Hier wird mir ein bißchen viel mit Zuschreibungen gearbeitet.
Lassen wir mal wirklich weg, was man so landläufig und je nach Szene schwerstens sympathisch findet nach dem Motto: den Konzernen, die ja nur Geld scheffeln, geschieht es nur recht, wenn sie von findigen kleinen underdogs ausgetrickst werden. Auch bei dem Wort Produktpiraterie schwingt ja durchaus der subversive Charakter des Freibeutertums mit.
Dieses Bild passt nun wirklich nicht auf das, was hier passiert:
Die Firmen und Menschen, die Plagiate herstellen, sind selbst hinter nichts anderem her als hinter Kohle und sind da zu allem bereit. Punkt. Die sind keinen Deut sympathischer als die Konzerne und unseriöser zugleich. Es ist Betrug. Punkt.
Da hilft auch wenig der Verweis auf den kulturellen Kontext und die Schiene: ausbeuterische industrielle Konzerne des Westens/Nordens vs. arme, aber fitte Firmen des Ostens/Südens.
Eine Lizenzproduktion ist ein klares Verhältnis. Dadurch wird legal ein Segment bedient, das durch die Produktion in den eigentlichen Herstellungsländern nicht bedient werden kann.
Und natürlich können und sollen die Länder, wenn sie denn durch die Lizenzproduktion die Kompetenzen, das Know How und die Technik kennen gelernt haben, eigene Produkte entwickeln und auf den Markt schmeißen.
Da hat niemand was dagegen.
Wo jeder was dagegen haben müßte, ist dass das in Form von Plagiaten (ein Plagiat ist eine mit betrügerischen Absichten hergestellte Kopie, die sich als Original ausgibt) geschieht. Keiner verlangt doch, dass die achteckige Gitarren herstellen, weil die Birnenform hier schon entwickelt wurde. Aber Kopfplatten abkupfern?
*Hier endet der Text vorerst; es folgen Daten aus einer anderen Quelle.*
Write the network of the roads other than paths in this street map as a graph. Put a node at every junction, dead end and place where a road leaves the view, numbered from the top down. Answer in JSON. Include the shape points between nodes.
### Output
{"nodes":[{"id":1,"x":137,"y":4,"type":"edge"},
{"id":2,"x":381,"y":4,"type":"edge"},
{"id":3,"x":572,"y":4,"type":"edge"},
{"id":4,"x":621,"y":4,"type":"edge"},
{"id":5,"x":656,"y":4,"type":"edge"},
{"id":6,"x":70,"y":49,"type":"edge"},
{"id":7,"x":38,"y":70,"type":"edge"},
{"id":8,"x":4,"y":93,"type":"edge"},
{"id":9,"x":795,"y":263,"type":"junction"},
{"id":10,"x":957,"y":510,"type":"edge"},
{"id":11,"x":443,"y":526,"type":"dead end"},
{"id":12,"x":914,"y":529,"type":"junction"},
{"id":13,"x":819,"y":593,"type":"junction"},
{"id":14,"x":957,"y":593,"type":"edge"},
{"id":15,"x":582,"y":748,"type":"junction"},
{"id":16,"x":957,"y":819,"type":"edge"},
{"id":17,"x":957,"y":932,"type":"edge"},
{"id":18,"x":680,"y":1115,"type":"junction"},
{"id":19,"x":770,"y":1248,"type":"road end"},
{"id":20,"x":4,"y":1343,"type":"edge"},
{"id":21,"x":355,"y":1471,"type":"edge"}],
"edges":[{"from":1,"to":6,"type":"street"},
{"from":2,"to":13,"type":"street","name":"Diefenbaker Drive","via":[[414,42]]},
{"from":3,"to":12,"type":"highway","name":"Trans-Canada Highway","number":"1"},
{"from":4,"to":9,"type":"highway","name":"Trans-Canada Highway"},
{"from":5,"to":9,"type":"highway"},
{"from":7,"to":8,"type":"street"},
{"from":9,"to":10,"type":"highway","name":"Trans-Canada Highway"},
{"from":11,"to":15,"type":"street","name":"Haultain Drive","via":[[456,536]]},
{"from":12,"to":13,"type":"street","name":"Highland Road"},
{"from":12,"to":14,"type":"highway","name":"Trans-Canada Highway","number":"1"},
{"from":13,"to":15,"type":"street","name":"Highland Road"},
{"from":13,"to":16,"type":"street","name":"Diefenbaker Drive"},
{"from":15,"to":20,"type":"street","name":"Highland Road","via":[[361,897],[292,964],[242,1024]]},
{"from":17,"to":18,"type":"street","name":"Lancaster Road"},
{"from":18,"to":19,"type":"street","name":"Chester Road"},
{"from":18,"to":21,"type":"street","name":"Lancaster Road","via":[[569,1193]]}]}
Eine Verwechslung nicht nur erwünschen sondern darauf abzielen?
Zum Argument mit dem unterschiedlichen kulturellen Hintergrund:
1. Man möge sich bitte - Toleranz hin oder her - vor Augen halten, worauf man sich dort auch einläßt. Gehört es - um ein drastisches Beispiel zu nehmen - zur Toleranz, Brüdern mit dem kulturellen Hintergrund der Familienehre hier zu gestatten, ihre Schwestern zu züchtigen, wenn diese ihren Liebesgefühlen nachgehen?
2. Der Ethos, auf den hier angespielt wird, hat einen handwerklichen Hintergrund. Das Meister-Prinzip wurde zu Recht hier angesprochen. Doch das Prinzip, dass man erst lernen sollte, das was seit altersher da ist und eine bestimmte Qualität besitzt (beispielsweise Messer- und Schwertherstellung in China und Japan) herzustellen, bevor man eigene Entwicklungen betreibt, fußt eben auf einer individuellen Aneignung von Meister-Kompetenzen in Bezug auf hochrangige handwerkliche Produkte.
Die industrielle Produktion beruht hingegen auf automatisierten Teilprozessen, bei denen die Anwendung solcher Prinzipien völlig gegenstandslos ist.
3. Generell gilt eben, dass die Regeln des Landes gelten, in das importiert wird.
Die Chinesen oder Belgier können Bier brauen wie sie wollen oder wie es ihnen schmeckt. Wenn das Zeug (ist nicht abwertend gemeint) hier verkauft werden soll, darf es entweder nicht Bier heißen oder es darf nicht verkauft werden oder es muss dem Reinheitsgebot entsprechen. Alle drei Wege sind gangbar.
Aber es nicht nach dem Reinheitsgebot zu brauen und es trotzdem hier unter dem Namen Bier zu brauen, ist eben Betrug.
Die hergestellten Gitarren, um die es geht, werden ja nicht für den chinesischen Markt hergestellt, sondern für den "westlichen". Und dort gelten eben die Regeln der westlichen Märkte. Punkt.
Die von Johannes aufgestellte Forderung halte ich für so selbstverständlich, dass sie - paradoxerweise - gerade dazu einläd, nach Ausnahmen zu suchen, wo die Unterlaufung dieser Forderung noch irgendwie Sinn machen könnte oder Charme hätte.
Und beides hat es in meinen Augen nicht.